- [Work instruction]: Work out how many lines in this listing hold the word "main", and give the number with nothing added.

- [Data listing]:
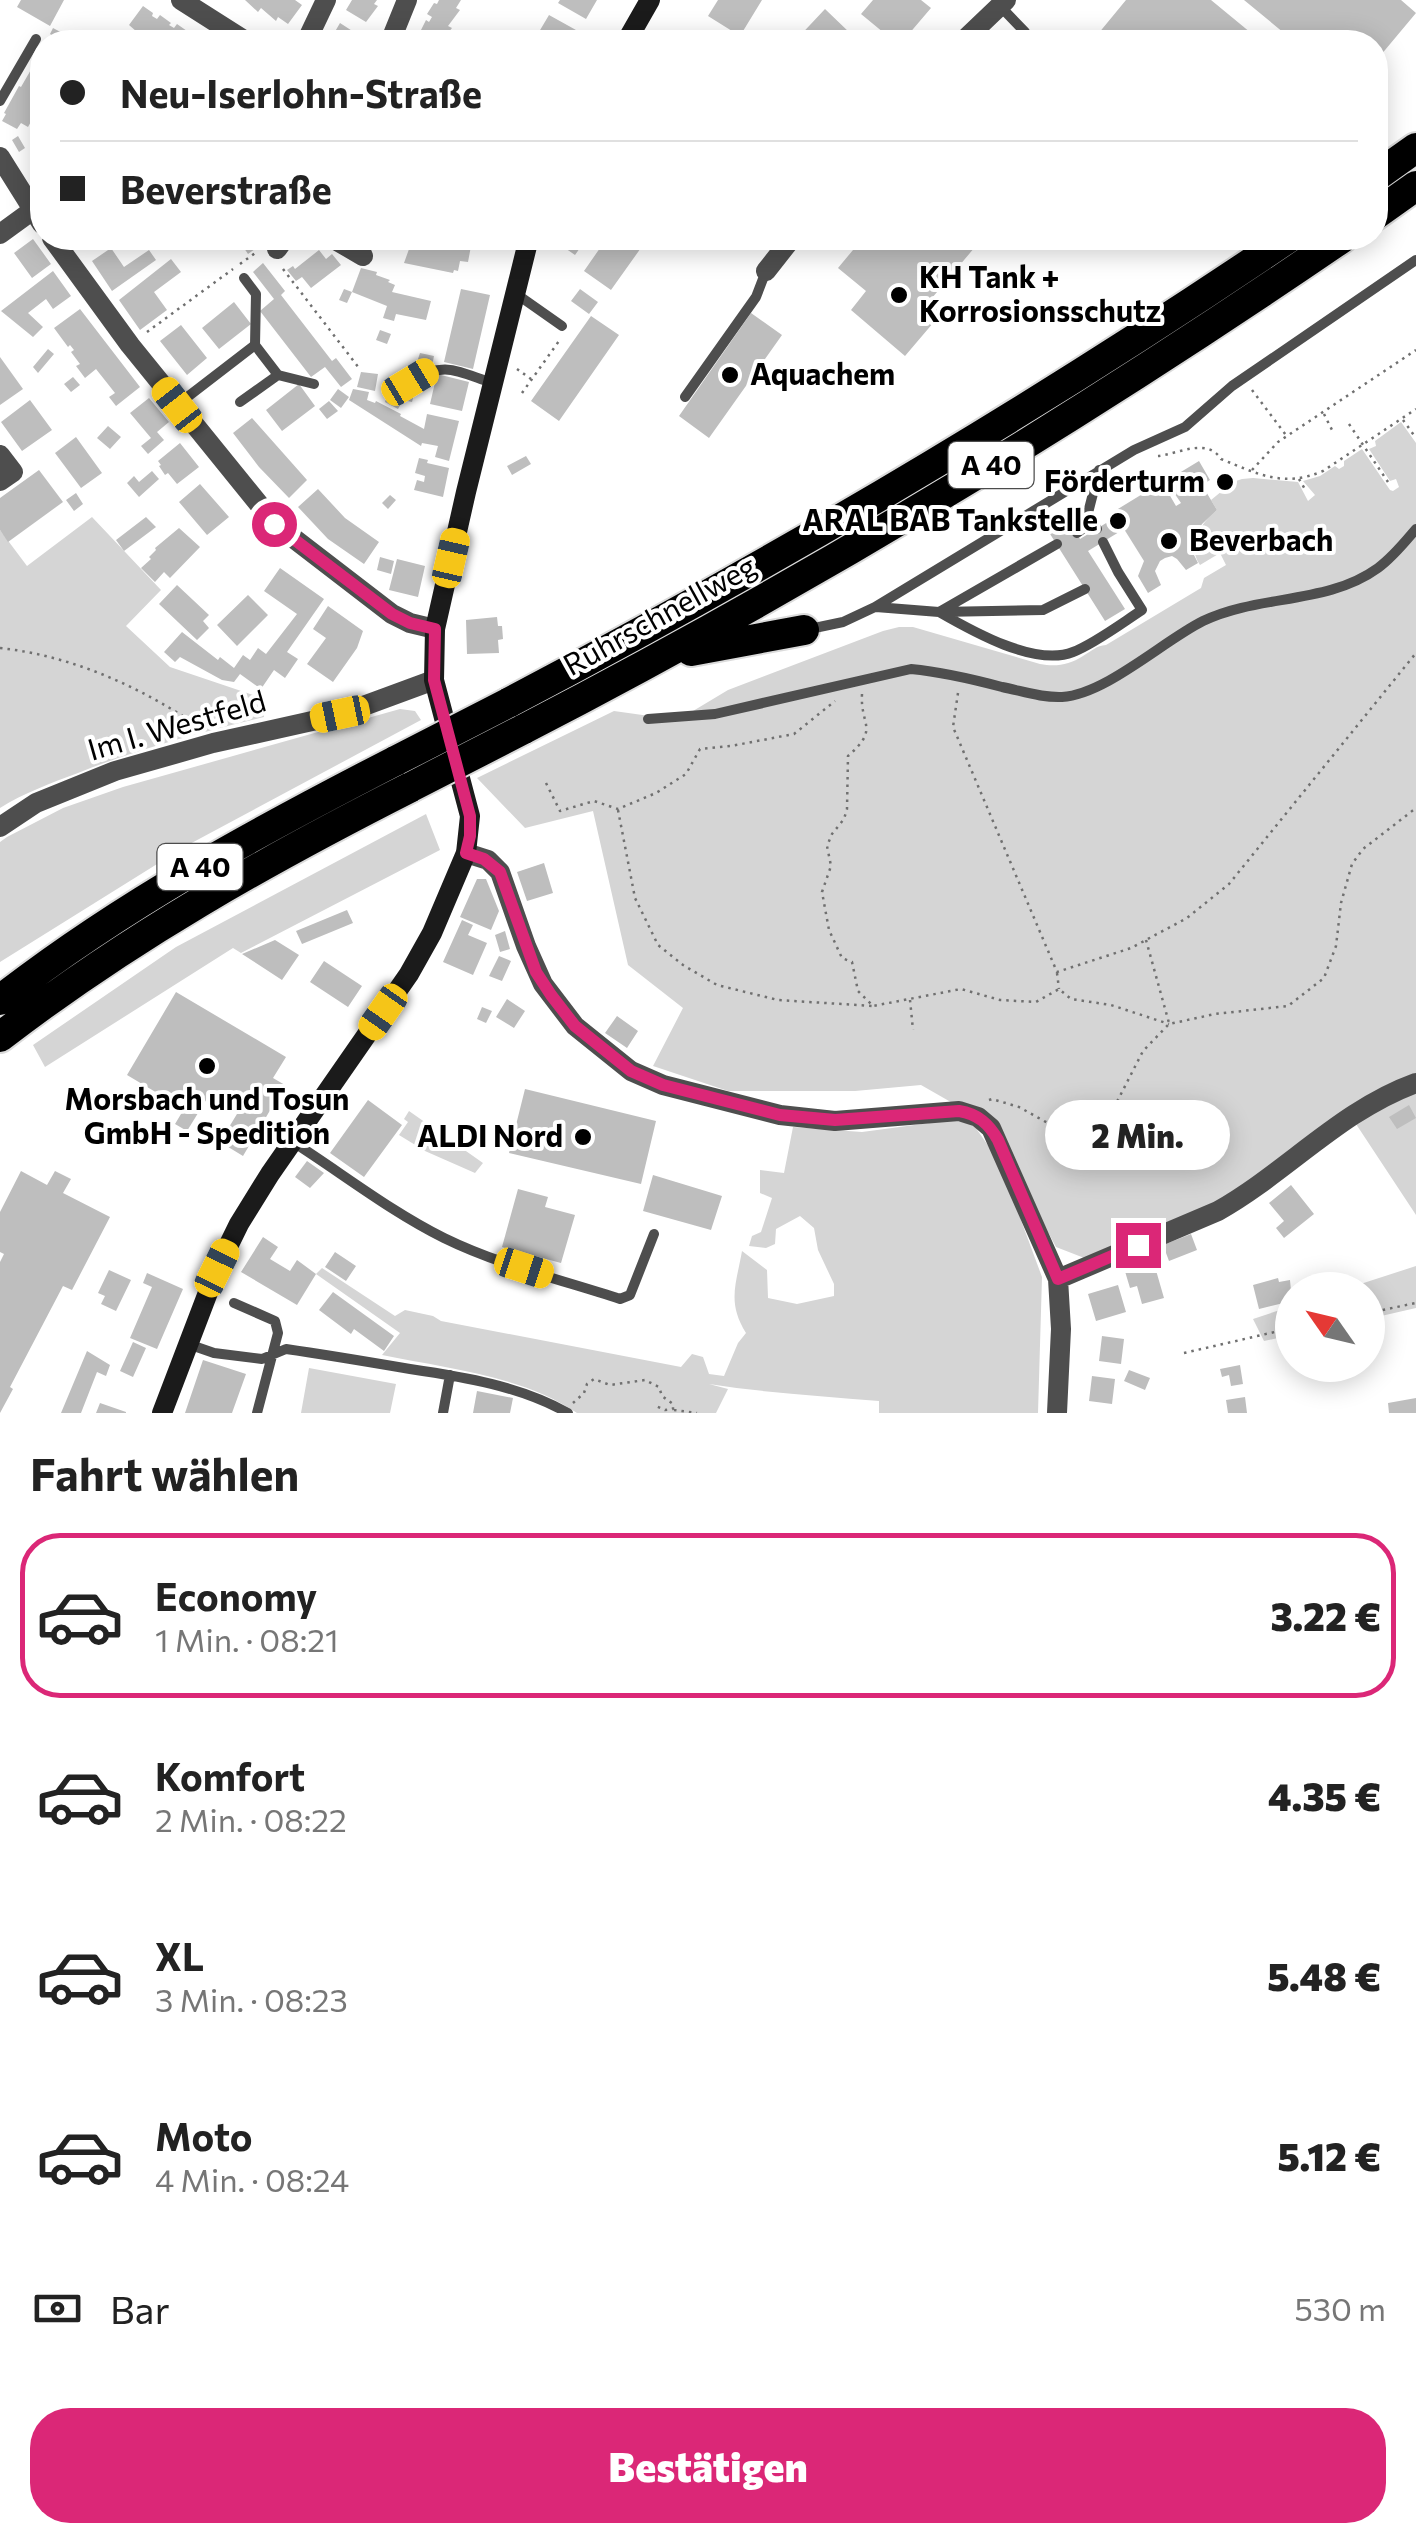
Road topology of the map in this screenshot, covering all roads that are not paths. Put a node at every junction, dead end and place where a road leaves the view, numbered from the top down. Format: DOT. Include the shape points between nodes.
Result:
graph roads {
  1 [pos="181,0"];
  2 [pos="326,0"];
  3 [pos="407,0"];
  4 [pos="650,0"];
  5 [pos="1003,3"];
  6 [pos="228,30"];
  7 [pos="312,30"];
  8 [pos="395,30"];
  9 [pos="633,30"];
  10 [pos="975,30"];
  11 [pos="1023,30"];
  12 [pos="30,49"];
  13 [pos="0,101"];
  14 [pos="1416,148"];
  15 [pos="0,157"];
  16 [pos="1388,168"];
  17 [pos="1416,186"];
  18 [pos="30,204"];
  19 [pos="1388,206"];
  20 [pos="30,224"];
  21 [pos="0,234"];
  22 [pos="61,250"];
  23 [pos="353,250"];
  24 [pos="525,250"];
  25 [pos="783,250"];
  26 [pos="1270,250"];
  27 [pos="1324,250"];
  28 [pos="364,256"];
  29 [pos="1416,260"];
  30 [pos="766,271"];
  31 [pos="248,272"];
  32 [pos="514,293"];
  33 [pos="562,331"];
  34 [pos="255,345"];
  35 [pos="278,375"];
  36 [pos="410,382"];
  37 [pos="314,384"];
  38 [pos="492,384"];
  39 [pos="685,397"];
  40 [pos="240,402"];
  41 [pos="177,405"];
  42 [pos="0,455"];
  43 [pos="1099,470"];
  44 [pos="0,481"];
  45 [pos="1088,512"];
  46 [pos="1097,529"];
  47 [pos="1416,529"];
  48 [pos="1076,533"];
  49 [pos="1103,542"];
  50 [pos="1057,544"];
  51 [pos="1118,572"];
  52 [pos="1106,579"];
  53 [pos="1085,589"];
  54 [pos="875,607"];
  55 [pos="939,612"];
  56 [pos="435,629"];
  57 [pos="804,630"];
  58 [pos="628,675"];
  59 [pos="434,680"];
  60 [pos="515,717"];
  61 [pos="648,719"];
  62 [pos="404,773"];
  63 [pos="0,827"];
  64 [pos="466,853"];
  65 [pos="51,961"];
  66 [pos="0,984"];
  67 [pos="0,1000"];
  68 [pos="0,1037"];
  69 [pos="1416,1083"];
  70 [pos="293,1142"];
  71 [pos="654,1234"];
  72 [pos="1058,1279"];
  73 [pos="234,1303"];
  74 [pos="188,1344"];
  75 [pos="272,1355"];
  76 [pos="450,1375"];
  77 [pos="162,1413"];
  78 [pos="257,1413"];
  79 [pos="443,1413"];
  80 [pos="568,1413"];
  81 [pos="1058,1413"];
  1 -- 6 [label="street"];
  2 -- 7 [label="street"];
  3 -- 8 [label="street"];
  4 -- 9 [label="main road"];
  5 -- 10 [label="street"];
  5 -- 11 [label="lane"];
  12 -- 13 [label="lane"];
  14 -- 16 [label="highway"];
  15 -- 18 [label="street"];
  17 -- 19 [label="highway"];
  20 -- 21 [label="street"];
  22 -- 41 [label="street"];
  23 -- 28 [label="street"];
  24 -- 32 [label="main road"];
  25 -- 30 [label="street"];
  26 -- 60 [label="highway, Ruhrschnellweg / A 40"];
  27 -- 58 [label="highway, Ruhrschnellweg / A 40" via="963,482"];
  29 -- 43 [label="lane" via="1243,378 1185,427"];
  30 -- 39 [label="lane" via="756,297"];
  31 -- 34 [label="lane" via="256,294"];
  32 -- 33 [label="lane"];
  32 -- 38 [label="main road"];
  34 -- 35 [label="lane"];
  34 -- 41 [label="lane"];
  35 -- 37 [label="lane"];
  35 -- 40 [label="lane"];
  36 -- 38 [label="lane" via="430,370 451,369"];
  38 -- 56 [label="main road"];
  41 -- 56 [label="street" via="292,539 392,614"];
  42 -- 44 [label="street" via="13,472"];
  43 -- 45 [label="lane"];
  43 -- 54 [label="lane"];
  45 -- 46 [label="lane"];
  45 -- 48 [label="lane"];
  47 -- 61 [label="lane" via="1360,578 1224,612 1076,695 1044,697 912,669 716,714"];
  49 -- 51 [label="lane"];
  50 -- 55 [label="lane"];
  51 -- 52 [label="lane"];
  51 -- 55 [label="lane" via="1142,610 1074,652 1051,657 986,638"];
  53 -- 55 [label="lane" via="1043,610"];
  54 -- 55 [label="lane"];
  54 -- 57 [label="lane"];
  56 -- 59 [label="main road"];
  57 -- 58 [label="highway" via="707,646"];
  58 -- 60 [label="highway, Ruhrschnellweg / A 40"];
  59 -- 63 [label="street, Im I. Westfeld" via="340,714 115,771 36,803"];
  59 -- 64 [label="main road" via="470,816"];
  60 -- 62 [label="highway, Ruhrschnellweg / A 40, bridge"];
  62 -- 65 [label="highway, Ruhrschnellweg / A 40" via="214,858"];
  62 -- 68 [label="highway, Ruhrschnellweg / A 40" via="170,918"];
  64 -- 70 [label="main road" via="409,974"];
  64 -- 72 [label="street" via="500,872 536,972 551,995 575,1026 631,1071 780,1115 835,1120 959,1111 986,1122"];
  65 -- 66 [label="lane"];
  65 -- 67 [label="highway, Ruhrschnellweg / A 40"];
  69 -- 72 [label="street" via="1362,1109 1230,1204"];
  70 -- 71 [label="lane" via="445,1238 620,1299 630,1294"];
  70 -- 74 [label="main road" via="228,1246"];
  72 -- 81 [label="street"];
  73 -- 75 [label="lane" via="275,1322"];
  74 -- 75 [label="lane" via="262,1360"];
  74 -- 77 [label="main road"];
  75 -- 76 [label="lane" via="286,1348"];
  75 -- 78 [label="lane"];
  76 -- 79 [label="lane"];
  76 -- 80 [label="lane" via="511,1389"];
}
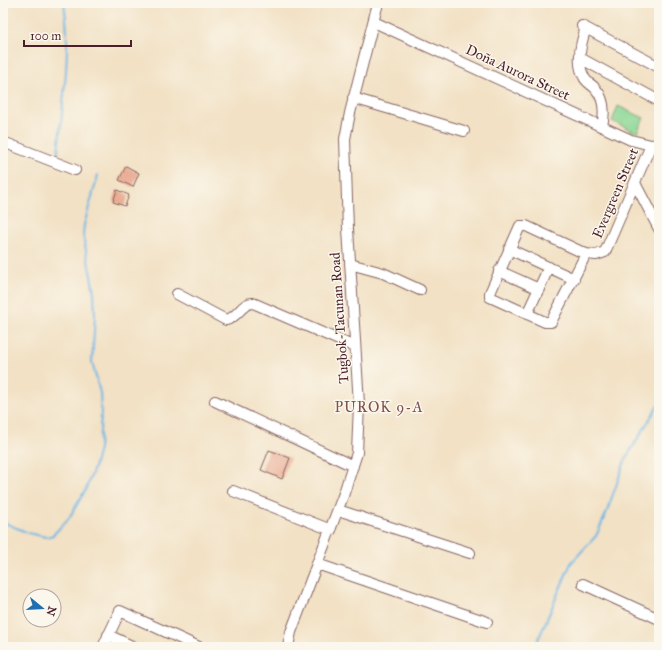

- [Written answer]: 9